TASK INSTRUCTIONS: Repeat each record below exactly as given.

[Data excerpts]
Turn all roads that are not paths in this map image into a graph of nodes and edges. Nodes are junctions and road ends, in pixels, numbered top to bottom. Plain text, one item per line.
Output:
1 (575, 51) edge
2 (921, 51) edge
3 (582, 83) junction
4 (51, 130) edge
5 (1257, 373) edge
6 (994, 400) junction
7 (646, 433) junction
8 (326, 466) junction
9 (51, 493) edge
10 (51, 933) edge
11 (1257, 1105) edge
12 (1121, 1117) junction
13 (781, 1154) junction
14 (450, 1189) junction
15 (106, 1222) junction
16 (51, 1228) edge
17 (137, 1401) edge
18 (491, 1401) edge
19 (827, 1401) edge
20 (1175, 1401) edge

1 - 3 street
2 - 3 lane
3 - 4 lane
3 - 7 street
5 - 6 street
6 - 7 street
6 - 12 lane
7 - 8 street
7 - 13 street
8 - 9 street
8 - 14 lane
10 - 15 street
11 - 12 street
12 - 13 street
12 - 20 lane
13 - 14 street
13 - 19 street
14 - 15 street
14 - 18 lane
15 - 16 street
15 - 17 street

COMPLETED TASK:
Turn all roads that are not paths in this map image into a graph of nodes and edges. Nodes are junctions and road ends, in pixels, numbered top to bottom. Plain text, one item per line.
Output:
1 (575, 51) edge
2 (921, 51) edge
3 (582, 83) junction
4 (51, 130) edge
5 (1257, 373) edge
6 (994, 400) junction
7 (646, 433) junction
8 (326, 466) junction
9 (51, 493) edge
10 (51, 933) edge
11 (1257, 1105) edge
12 (1121, 1117) junction
13 (781, 1154) junction
14 (450, 1189) junction
15 (106, 1222) junction
16 (51, 1228) edge
17 (137, 1401) edge
18 (491, 1401) edge
19 (827, 1401) edge
20 (1175, 1401) edge

1 - 3 street
2 - 3 lane
3 - 4 lane
3 - 7 street
5 - 6 street
6 - 7 street
6 - 12 lane
7 - 8 street
7 - 13 street
8 - 9 street
8 - 14 lane
10 - 15 street
11 - 12 street
12 - 13 street
12 - 20 lane
13 - 14 street
13 - 19 street
14 - 15 street
14 - 18 lane
15 - 16 street
15 - 17 street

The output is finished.